Edward Snowden urodzony w roku 1983, były agent CIA poświęcił 9 lat swojego życia dla tej agencji wywiadowczej pracując jako zdolny, młody, obeznany w technologii komputerowej fachowiec. Brał udział w rozbudowywaniu masowej inwigilacji m. in. w ramach projektu Pegasus – do podsłuchiwania wszelkich informacji przesyłanych poprzez Internet oraz telefonię komórkową.
Po tym, jak postanowił nawiązać kontakt z dziennikarzami i opowiedzieć, w jaki sposób rządy wielu krajów, w tym także USA, łamią ustanowione przez nich prawa i zbierają nielegalnie informacje o swoich obywatelach, jak zwykle w takich przypadkach ogłoszono w mediach, że jest szpiegiem. Jednocześnie – aby go zdyskredytować w oczach przeciwników polityki inwigilacji społecznej – zarzucono mu, że pracował dla CIA.
W Wikipedii można przeczytać, że …ujawnił na łamach prasy kilkaset tysięcy poufnych, tajnych i ściśle tajnych dokumentów NSA (National Security Agency – amerykańska wewnętrzna agencja wywiadowcza), co zostało opisane przez prasę jako największy wyciek tajnych informacji w historii USA. Od roku 2013-go posiada azyl polityczny w Rosji, gdzie przebywa do dzisiaj.
Trzy lata temu opublikował książkę Pamięć nieulotna, w której opisuje prawdę o masowej inwigilacji i o tym, że z internetowych konsumentów staliśmy się internetowym towarem.

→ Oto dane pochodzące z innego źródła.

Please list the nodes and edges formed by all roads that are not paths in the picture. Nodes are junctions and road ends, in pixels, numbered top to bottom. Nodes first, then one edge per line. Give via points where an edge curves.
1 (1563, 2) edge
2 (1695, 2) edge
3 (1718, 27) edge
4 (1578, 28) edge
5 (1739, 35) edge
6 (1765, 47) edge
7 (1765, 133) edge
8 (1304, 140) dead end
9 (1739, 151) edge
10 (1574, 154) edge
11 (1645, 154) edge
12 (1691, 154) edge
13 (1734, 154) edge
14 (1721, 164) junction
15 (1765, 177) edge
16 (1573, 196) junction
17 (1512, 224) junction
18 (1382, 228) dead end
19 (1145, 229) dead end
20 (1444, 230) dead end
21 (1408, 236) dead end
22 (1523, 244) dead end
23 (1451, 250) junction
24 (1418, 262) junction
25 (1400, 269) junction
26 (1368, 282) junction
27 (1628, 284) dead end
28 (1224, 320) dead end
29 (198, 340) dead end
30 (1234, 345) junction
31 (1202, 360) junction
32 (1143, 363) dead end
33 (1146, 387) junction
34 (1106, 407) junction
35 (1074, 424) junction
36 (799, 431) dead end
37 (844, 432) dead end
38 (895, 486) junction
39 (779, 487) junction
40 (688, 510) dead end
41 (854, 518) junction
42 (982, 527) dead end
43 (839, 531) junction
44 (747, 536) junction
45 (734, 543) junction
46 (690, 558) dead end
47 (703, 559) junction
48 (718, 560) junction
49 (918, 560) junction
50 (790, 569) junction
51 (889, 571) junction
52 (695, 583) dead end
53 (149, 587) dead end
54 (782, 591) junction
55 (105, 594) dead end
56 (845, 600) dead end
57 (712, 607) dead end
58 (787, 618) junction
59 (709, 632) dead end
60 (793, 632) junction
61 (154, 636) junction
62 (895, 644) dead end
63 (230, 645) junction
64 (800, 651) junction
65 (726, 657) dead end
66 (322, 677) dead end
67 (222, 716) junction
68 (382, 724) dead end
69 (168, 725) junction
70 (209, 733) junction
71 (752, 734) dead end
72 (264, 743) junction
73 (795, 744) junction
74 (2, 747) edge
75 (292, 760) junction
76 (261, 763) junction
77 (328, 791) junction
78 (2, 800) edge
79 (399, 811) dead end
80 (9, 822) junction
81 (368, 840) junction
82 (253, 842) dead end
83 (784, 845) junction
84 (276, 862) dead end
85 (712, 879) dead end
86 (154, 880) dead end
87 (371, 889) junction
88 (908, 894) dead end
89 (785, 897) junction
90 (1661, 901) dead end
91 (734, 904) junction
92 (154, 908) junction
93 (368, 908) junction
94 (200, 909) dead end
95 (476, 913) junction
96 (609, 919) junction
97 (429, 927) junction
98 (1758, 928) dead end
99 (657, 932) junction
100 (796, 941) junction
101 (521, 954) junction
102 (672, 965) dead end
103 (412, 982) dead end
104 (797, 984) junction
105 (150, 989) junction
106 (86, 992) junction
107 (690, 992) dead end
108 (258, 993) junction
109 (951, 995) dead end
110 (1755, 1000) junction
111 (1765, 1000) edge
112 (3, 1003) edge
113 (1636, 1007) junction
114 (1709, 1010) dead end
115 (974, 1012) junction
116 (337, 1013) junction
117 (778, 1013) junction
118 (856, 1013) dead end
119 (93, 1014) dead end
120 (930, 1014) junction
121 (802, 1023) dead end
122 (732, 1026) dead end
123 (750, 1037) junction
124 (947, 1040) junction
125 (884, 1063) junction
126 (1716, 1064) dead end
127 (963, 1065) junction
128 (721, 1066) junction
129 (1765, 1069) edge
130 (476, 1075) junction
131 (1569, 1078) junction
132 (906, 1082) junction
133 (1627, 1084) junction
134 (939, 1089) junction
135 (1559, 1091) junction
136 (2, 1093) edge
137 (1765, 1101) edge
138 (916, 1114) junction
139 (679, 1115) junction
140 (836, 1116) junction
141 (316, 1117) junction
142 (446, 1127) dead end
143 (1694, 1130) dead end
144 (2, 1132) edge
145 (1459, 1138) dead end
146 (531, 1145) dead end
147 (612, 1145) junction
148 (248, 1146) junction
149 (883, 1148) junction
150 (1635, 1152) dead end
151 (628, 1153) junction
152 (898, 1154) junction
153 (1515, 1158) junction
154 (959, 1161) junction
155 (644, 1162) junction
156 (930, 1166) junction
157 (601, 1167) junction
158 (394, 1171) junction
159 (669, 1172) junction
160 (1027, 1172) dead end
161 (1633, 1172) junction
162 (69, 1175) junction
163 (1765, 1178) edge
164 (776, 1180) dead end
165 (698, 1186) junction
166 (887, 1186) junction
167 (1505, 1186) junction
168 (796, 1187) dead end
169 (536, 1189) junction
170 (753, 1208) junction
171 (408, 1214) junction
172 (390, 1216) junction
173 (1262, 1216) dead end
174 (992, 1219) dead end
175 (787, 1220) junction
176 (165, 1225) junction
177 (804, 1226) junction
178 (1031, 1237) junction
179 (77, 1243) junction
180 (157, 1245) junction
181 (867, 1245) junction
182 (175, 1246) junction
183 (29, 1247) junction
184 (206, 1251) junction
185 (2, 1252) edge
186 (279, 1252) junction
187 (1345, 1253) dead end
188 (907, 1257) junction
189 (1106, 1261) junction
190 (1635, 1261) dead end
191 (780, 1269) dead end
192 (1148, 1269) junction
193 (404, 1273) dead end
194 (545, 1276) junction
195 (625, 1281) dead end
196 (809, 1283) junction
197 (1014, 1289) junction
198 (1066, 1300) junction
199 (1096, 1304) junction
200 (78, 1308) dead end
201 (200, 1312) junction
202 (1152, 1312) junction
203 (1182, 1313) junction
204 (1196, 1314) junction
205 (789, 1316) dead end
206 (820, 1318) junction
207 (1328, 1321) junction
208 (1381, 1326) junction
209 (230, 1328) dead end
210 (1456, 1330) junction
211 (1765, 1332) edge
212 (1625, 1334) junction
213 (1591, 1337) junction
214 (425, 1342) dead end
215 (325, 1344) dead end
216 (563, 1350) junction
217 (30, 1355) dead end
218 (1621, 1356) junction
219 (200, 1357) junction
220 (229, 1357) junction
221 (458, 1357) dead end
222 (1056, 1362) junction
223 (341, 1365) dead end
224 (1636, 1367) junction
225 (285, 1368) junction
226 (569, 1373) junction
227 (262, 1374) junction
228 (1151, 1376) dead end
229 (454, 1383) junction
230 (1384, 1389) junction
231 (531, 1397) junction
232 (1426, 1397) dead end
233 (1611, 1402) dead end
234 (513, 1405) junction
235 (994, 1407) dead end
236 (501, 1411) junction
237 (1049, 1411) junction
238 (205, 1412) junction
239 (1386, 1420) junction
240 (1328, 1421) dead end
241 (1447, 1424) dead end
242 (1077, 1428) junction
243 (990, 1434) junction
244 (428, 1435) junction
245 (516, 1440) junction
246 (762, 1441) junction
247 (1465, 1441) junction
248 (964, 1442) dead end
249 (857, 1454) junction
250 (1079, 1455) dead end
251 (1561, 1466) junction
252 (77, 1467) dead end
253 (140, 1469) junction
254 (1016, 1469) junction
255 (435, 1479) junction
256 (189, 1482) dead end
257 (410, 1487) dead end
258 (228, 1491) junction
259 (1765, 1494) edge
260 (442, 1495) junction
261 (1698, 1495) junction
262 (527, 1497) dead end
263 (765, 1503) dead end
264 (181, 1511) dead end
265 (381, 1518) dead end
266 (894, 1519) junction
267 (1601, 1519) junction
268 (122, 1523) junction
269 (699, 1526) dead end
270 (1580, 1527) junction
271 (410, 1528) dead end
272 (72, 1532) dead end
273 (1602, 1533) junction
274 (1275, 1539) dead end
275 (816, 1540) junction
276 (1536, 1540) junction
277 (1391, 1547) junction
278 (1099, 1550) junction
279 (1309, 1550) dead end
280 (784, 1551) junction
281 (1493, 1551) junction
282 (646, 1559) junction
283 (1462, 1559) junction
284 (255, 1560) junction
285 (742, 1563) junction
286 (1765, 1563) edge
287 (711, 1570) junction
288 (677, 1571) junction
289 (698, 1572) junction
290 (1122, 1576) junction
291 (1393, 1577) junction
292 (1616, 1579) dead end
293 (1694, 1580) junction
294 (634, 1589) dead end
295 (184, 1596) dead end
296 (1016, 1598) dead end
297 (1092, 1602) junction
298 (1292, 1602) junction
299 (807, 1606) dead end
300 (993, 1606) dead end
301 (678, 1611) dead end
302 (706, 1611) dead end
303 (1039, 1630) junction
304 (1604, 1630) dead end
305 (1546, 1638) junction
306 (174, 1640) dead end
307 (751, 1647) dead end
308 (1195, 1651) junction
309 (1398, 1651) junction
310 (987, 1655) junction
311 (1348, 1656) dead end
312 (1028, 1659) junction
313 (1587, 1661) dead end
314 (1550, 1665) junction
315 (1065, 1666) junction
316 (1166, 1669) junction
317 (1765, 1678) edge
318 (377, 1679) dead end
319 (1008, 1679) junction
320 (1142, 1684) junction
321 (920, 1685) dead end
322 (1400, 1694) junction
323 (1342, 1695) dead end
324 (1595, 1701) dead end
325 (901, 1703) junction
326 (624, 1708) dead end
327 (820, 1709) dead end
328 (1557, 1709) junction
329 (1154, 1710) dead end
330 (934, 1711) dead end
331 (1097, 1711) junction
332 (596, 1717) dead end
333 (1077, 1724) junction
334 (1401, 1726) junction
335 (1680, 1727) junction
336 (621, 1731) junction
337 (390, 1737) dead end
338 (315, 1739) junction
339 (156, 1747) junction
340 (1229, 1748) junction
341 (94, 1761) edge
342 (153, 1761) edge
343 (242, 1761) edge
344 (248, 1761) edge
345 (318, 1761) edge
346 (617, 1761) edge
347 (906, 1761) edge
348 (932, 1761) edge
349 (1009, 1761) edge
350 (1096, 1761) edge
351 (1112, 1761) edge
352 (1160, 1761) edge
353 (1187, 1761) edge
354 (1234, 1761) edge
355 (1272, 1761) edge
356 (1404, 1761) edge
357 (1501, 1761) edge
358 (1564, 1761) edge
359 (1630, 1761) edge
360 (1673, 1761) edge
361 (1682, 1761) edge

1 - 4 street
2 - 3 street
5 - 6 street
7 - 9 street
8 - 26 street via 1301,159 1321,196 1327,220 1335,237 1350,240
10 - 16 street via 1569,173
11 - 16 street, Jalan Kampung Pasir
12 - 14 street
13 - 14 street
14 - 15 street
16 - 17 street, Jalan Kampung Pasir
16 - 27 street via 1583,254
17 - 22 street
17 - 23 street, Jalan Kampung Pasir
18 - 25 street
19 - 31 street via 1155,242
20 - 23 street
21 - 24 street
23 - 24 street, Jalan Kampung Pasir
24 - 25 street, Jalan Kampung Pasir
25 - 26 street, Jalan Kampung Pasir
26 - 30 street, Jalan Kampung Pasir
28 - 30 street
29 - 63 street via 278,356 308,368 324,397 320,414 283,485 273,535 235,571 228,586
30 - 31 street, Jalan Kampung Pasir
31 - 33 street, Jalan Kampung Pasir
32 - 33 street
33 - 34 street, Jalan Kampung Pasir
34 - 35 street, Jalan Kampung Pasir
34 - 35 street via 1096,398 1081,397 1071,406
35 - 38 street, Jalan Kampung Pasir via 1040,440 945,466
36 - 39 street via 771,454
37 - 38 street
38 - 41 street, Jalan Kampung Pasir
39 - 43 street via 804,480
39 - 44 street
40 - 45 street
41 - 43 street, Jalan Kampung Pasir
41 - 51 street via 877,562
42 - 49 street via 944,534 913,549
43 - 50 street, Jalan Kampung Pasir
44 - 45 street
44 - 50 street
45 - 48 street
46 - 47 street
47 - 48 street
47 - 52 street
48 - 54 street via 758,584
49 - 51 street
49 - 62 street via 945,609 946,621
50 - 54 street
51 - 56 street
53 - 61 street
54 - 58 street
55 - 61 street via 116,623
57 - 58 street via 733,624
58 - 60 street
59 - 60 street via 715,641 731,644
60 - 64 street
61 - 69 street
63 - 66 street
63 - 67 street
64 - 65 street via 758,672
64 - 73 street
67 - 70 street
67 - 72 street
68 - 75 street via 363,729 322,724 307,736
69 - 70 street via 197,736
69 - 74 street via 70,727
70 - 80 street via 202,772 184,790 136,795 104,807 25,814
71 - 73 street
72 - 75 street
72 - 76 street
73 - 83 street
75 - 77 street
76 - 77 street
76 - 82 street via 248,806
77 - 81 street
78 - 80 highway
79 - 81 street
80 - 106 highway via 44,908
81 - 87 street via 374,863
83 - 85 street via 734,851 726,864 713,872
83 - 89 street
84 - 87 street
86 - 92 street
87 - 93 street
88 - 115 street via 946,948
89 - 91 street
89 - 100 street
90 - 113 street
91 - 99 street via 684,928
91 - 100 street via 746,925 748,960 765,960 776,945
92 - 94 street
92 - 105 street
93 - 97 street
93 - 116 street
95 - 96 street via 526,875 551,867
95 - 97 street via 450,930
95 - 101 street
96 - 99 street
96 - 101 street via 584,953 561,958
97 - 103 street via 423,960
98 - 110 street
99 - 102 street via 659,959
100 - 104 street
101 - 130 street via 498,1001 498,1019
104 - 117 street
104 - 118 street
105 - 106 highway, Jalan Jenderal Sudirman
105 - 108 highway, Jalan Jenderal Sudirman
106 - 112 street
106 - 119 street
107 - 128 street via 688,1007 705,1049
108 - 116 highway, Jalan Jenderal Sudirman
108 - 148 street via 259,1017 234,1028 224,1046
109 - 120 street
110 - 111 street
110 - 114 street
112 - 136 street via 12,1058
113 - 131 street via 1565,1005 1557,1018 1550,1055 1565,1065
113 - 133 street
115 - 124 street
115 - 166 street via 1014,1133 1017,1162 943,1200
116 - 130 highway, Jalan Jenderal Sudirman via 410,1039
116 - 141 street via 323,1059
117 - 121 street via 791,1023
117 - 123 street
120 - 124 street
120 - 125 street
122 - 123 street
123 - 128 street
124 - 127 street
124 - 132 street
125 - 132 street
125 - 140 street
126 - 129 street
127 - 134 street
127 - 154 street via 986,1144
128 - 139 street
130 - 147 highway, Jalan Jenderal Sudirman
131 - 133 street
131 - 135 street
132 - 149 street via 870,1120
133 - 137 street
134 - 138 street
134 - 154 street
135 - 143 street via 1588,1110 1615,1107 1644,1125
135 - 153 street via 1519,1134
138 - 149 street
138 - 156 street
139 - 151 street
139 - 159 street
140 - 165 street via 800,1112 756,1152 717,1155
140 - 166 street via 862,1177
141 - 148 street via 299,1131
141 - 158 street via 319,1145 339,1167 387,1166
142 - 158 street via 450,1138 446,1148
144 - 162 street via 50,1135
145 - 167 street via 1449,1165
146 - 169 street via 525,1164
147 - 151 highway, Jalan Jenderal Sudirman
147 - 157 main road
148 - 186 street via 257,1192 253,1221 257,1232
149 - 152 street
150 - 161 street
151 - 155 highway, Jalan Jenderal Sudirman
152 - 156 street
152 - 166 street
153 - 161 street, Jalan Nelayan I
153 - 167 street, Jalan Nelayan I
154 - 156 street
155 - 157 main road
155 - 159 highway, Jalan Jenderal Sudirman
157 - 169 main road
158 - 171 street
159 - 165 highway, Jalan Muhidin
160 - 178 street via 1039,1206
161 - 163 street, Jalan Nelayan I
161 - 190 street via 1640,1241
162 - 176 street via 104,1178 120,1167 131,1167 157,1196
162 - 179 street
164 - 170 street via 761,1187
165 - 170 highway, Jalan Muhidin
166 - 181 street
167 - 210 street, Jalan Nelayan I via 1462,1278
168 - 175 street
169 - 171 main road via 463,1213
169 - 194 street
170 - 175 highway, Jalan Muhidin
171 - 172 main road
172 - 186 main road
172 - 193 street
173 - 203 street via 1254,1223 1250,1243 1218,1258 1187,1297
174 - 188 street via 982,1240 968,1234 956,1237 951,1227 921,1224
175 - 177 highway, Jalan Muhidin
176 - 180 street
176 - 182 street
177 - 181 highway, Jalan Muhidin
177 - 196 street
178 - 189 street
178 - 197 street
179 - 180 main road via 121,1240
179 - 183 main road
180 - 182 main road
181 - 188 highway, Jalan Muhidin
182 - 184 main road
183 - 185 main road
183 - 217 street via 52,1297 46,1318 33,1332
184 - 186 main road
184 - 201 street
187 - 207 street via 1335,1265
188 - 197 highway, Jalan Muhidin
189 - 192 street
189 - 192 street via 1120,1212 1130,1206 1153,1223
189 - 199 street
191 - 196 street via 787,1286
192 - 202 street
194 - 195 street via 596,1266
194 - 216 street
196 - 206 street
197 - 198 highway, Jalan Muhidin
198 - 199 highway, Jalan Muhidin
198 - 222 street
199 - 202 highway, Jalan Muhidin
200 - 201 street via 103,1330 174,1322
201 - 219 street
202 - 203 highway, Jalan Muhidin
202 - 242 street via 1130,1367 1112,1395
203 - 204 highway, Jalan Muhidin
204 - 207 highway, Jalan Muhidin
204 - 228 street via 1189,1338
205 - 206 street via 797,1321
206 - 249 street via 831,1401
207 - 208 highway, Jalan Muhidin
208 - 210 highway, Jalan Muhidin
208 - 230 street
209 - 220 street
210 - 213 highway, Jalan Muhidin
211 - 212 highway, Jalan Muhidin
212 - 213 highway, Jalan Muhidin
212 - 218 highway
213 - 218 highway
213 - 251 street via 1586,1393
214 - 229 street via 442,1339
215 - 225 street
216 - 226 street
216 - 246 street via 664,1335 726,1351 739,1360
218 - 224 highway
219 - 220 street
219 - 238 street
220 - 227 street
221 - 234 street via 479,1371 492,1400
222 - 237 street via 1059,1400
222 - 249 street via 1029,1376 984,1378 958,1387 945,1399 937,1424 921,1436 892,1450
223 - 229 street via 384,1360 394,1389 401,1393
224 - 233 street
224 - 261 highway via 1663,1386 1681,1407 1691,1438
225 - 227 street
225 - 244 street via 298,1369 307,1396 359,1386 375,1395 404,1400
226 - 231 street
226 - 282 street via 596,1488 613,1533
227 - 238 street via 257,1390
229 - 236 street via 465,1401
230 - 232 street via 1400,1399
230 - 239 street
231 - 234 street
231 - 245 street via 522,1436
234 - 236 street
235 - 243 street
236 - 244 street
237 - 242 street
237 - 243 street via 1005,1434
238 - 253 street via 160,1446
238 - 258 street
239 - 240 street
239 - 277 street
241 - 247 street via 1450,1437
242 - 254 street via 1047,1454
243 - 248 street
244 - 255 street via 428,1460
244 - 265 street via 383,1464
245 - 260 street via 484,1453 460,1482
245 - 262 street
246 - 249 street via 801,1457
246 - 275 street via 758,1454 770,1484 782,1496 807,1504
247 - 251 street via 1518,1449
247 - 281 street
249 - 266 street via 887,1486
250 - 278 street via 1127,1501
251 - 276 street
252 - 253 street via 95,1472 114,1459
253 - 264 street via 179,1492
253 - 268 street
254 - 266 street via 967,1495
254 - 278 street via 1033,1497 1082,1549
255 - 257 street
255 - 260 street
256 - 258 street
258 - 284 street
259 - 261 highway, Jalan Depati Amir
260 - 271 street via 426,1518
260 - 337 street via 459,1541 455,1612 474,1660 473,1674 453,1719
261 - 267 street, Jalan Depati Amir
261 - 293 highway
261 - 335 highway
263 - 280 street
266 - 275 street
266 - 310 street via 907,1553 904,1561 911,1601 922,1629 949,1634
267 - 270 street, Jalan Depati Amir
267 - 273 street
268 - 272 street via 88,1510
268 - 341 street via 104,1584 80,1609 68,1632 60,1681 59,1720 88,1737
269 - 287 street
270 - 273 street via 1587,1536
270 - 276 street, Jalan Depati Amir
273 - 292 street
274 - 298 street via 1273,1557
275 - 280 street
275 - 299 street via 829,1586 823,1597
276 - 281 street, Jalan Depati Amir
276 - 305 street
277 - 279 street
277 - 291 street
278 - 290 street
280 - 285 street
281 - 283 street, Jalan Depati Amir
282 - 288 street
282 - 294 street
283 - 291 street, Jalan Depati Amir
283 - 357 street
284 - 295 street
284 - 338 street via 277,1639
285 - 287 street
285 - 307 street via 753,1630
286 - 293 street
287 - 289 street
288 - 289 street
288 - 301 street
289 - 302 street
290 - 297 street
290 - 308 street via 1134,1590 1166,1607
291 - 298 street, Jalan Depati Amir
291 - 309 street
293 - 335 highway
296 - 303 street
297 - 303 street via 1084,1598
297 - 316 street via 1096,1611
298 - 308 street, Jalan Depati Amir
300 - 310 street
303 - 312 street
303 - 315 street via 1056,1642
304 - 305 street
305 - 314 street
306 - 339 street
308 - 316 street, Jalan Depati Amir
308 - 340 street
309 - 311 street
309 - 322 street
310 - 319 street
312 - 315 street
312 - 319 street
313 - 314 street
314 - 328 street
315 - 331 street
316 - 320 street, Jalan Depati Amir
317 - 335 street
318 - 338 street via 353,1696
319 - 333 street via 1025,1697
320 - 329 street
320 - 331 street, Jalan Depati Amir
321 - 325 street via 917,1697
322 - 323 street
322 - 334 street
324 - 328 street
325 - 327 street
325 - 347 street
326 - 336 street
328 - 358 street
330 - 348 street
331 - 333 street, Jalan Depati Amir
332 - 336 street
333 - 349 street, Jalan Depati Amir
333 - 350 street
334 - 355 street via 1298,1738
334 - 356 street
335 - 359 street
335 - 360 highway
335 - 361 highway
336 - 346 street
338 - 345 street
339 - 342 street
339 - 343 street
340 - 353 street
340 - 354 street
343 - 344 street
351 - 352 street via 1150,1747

W najnowszym filmie na YouTube opisuje, w jaki sposób służby specjalne używają Twojego smartfonu, by podsłuchiwać o czym się mówi w mieszkaniach nawet wtedy, gdy telefon wydaje się być nieaktywny. Film jest w języku angielskim, istnieje jednak możliwość włączenia polskich napisów. Dla znających język niemiecki zapraszam na niemiecką wersję tego artykułu, gdzie przedstawiłem ten film z niemieckim lektorem.
Chociaż informacje przekazywane przez Snowdena dotyczące Internetu oraz telefonii komórkowej są mi znane, nie będę wchodził w szczegóły, ponieważ Edward Snowden opisał w swoim ostatnim filmie (link powyżej) bardzo przystępnie dla laików, na czym polega inwigilacja obywateli. Mnie interesuje sama możliwość wykorzystania tej olbrzymiej masy zebranych na serwerach danych.
Jakkolwiek informacja o tym, co Kowalski zjadł na śniadanie, może być interesująca dla koncernów takich jak Nestle, to jednak olbrzymia ilość bezużytecznych rozmów, treści poczty elektronicznej, czy informacji o miejscu pobytu przeciętnego obywatela wymaga zastosowania dobrych algorytmów pozwalających na szybkie wyszukanie słów bazowych. Dawniej były to słowa takie jak „bomba”, „zamach” czy „samobójstwo”, to dzisiaj pewnie dominują „wirus”, „faszyzm” i „Ukraina”. Gdyby ktoś kiedyś stworzył pełną historyczną bazę danych takich używanych do inwigilacji słów, to nie trzeba by było już więcej uczyć dzieci historii współczesnej – wystarczą same hasła i wszystko jest jasne.